◆ TASK ITEM
Filter out all lines without the word "highway" from the data below, please, and copy the rest.

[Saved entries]
[Start of section]

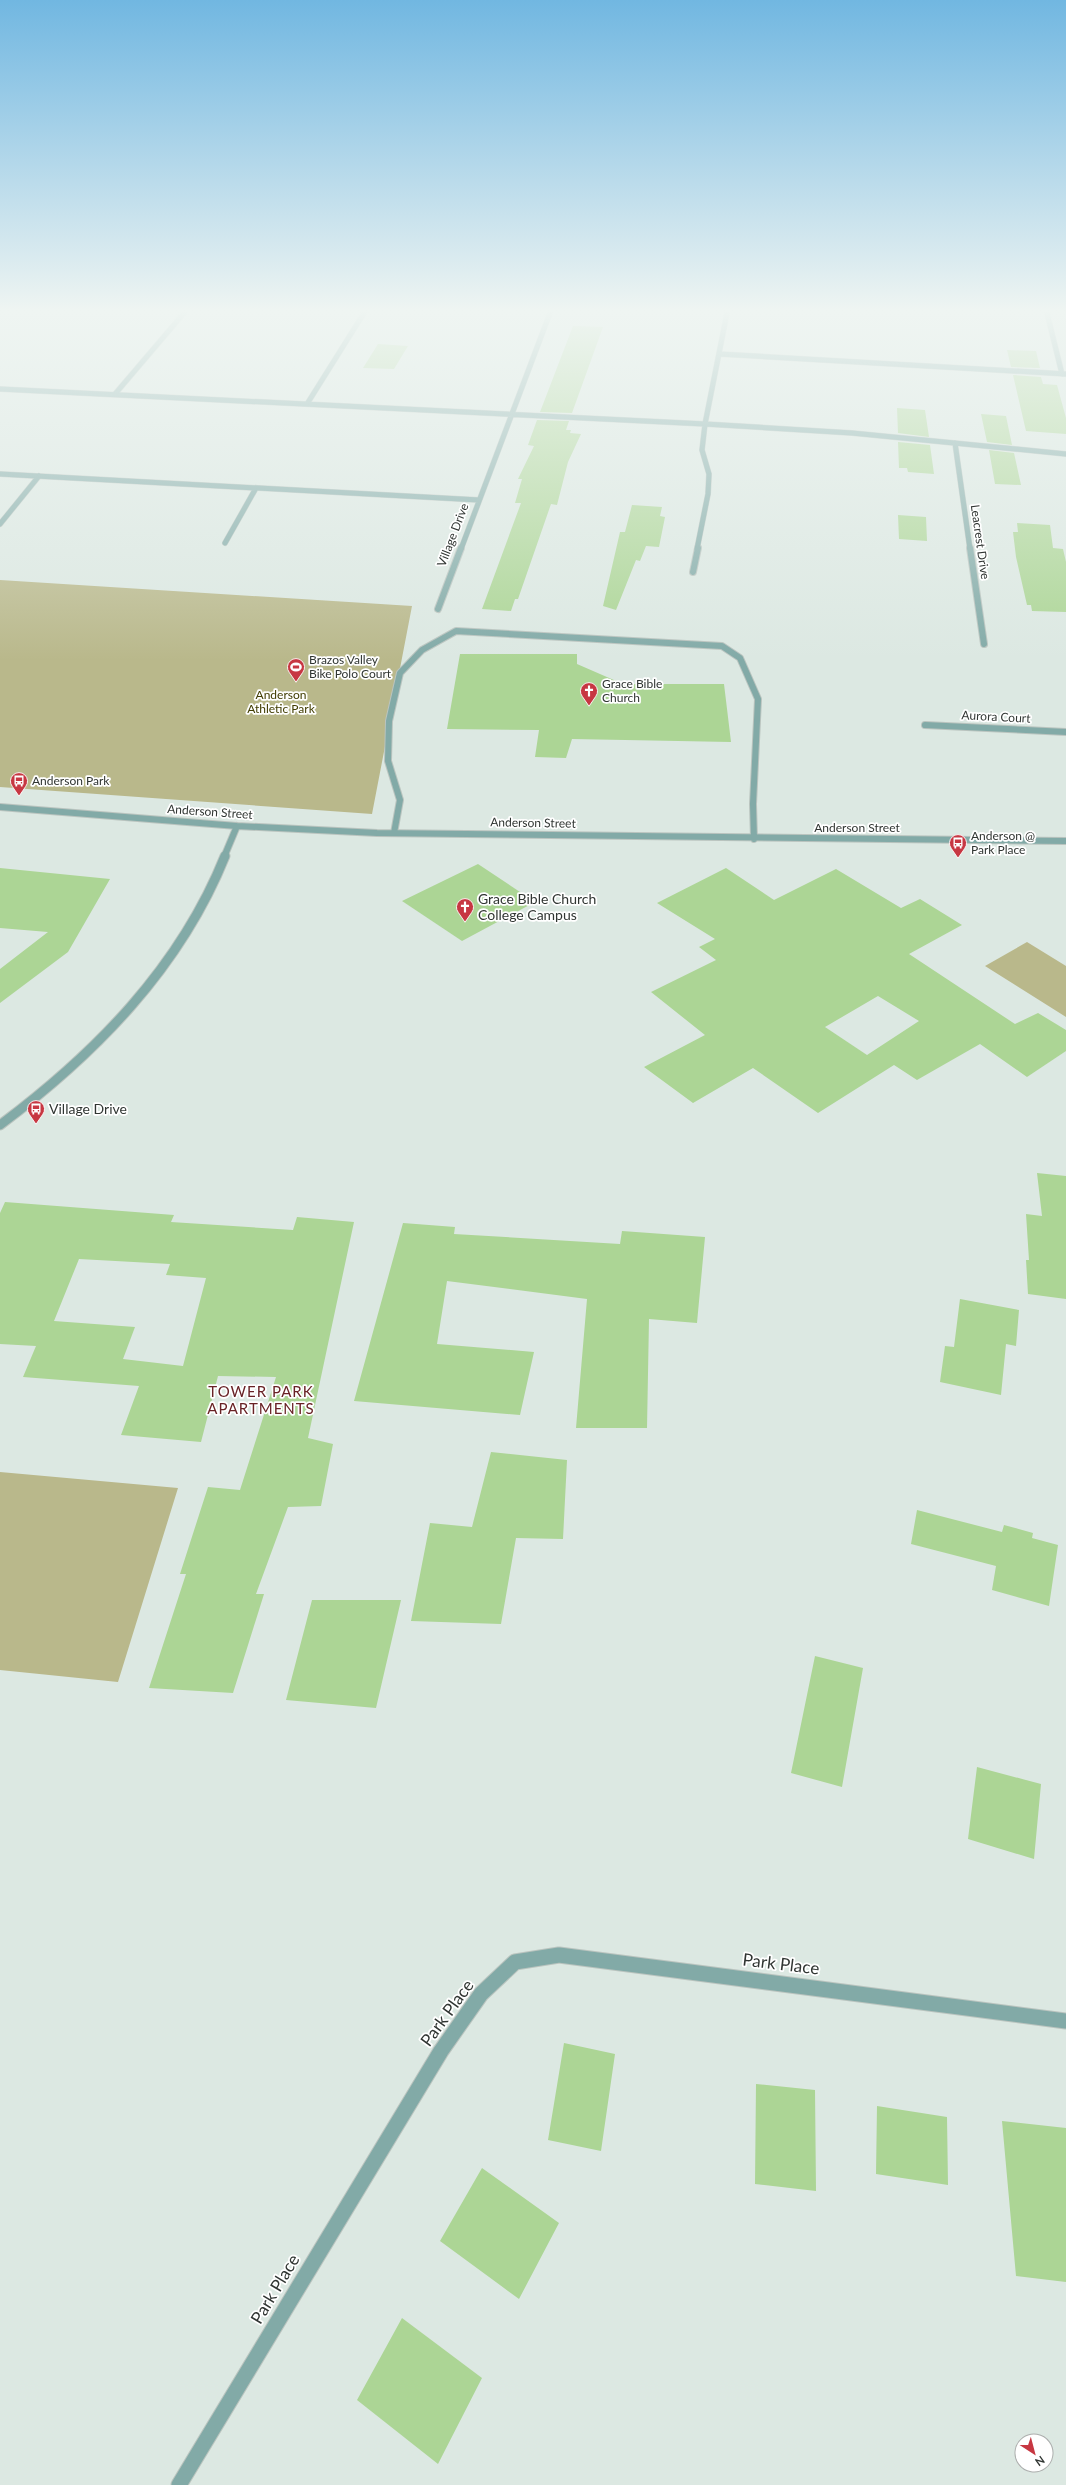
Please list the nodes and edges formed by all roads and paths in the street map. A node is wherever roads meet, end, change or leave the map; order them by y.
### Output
1 (506, 429) edge
2 (704, 429) edge
3 (786, 429) edge
4 (955, 443) junction
5 (1066, 454) edge
6 (0, 474) edge
7 (39, 476) junction
8 (256, 488) junction
9 (479, 500) junction
10 (0, 524) edge
11 (225, 543) dead end
12 (693, 572) dead end
13 (438, 609) dead end
14 (984, 644) dead end
15 (925, 725) dead end
16 (1066, 732) edge
17 (0, 807) edge
18 (238, 826) junction
19 (394, 833) junction
20 (754, 839) junction
21 (1066, 841) edge
22 (0, 1125) edge
23 (1066, 2021) edge
24 (179, 2485) edge

1 - 9 street, Village Drive
2 - 12 street
3 - 4 street
4 - 5 street
4 - 14 street, Leacrest Drive
6 - 7 street
7 - 8 street
7 - 10 street
8 - 9 street
8 - 11 street
9 - 13 street, Village Drive
15 - 16 street, Aurora Court
17 - 18 street, Anderson Street
18 - 19 street, Anderson Street
18 - 22 street
19 - 20 street, Anderson Street
19 - 20 street
20 - 21 street, Anderson Street
23 - 24 street, Park Place

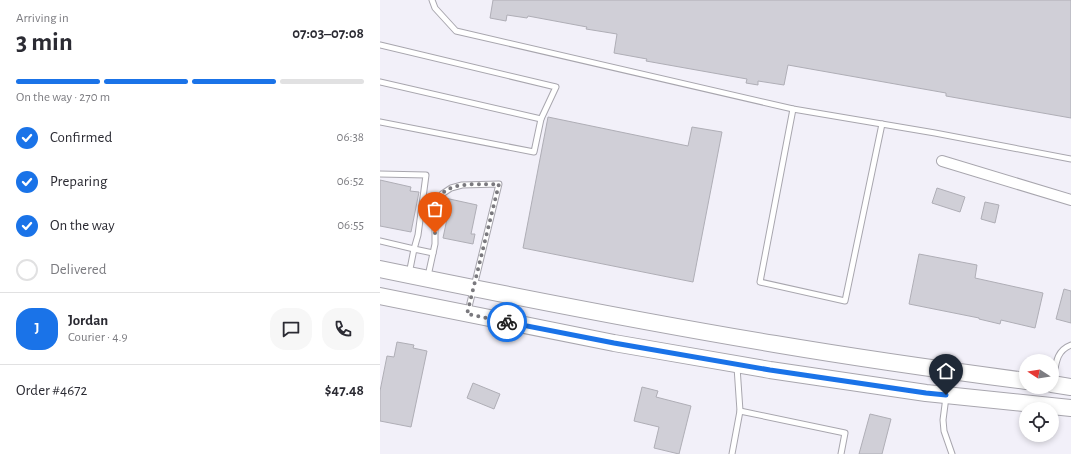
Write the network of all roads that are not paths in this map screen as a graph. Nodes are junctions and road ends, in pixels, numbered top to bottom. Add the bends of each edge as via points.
1 (432, 0) edge
2 (380, 46) edge
3 (380, 82) edge
4 (793, 109) junction
5 (542, 119) junction
6 (380, 122) edge
7 (882, 124) junction
8 (1071, 159) edge
9 (942, 161) dead end
10 (380, 174) edge
11 (1071, 200) edge
12 (380, 241) edge
13 (414, 249) junction
14 (433, 253) junction
15 (380, 269) edge
16 (408, 275) junction
17 (428, 279) junction
18 (474, 288) junction
19 (380, 296) edge
20 (467, 314) junction
21 (1071, 345) edge
22 (1059, 355) edge
23 (737, 364) junction
24 (1019, 380) edge
25 (1059, 385) edge
26 (1071, 386) edge
27 (946, 395) junction
28 (1071, 408) edge
29 (740, 411) junction
30 (732, 454) edge
31 (841, 454) edge
32 (952, 454) edge

1 - 4 lane via 456,31
2 - 5 lane via 556,87
3 - 5 lane
4 - 7 lane
4 - 7 lane via 760,282 845,301
5 - 6 lane via 534,152
7 - 8 lane
9 - 11 street
10 - 13 lane via 426,175
12 - 13 lane
13 - 14 lane
13 - 16 lane
14 - 17 lane
14 - 18 lane via 435,222 442,194 462,185 499,184
15 - 16 highway
16 - 17 highway
17 - 18 highway
18 - 20 lane
18 - 24 highway via 776,344
19 - 20 highway
20 - 23 highway
21 - 22 lane via 1063,348
23 - 27 highway
23 - 29 lane
25 - 26 highway
27 - 28 highway
27 - 32 lane via 944,431
29 - 30 lane
29 - 31 lane via 845,433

[End of section]

◆ TASK ANSWER
15 - 16 highway
16 - 17 highway
17 - 18 highway
18 - 24 highway via 776,344
19 - 20 highway
20 - 23 highway
23 - 27 highway
25 - 26 highway
27 - 28 highway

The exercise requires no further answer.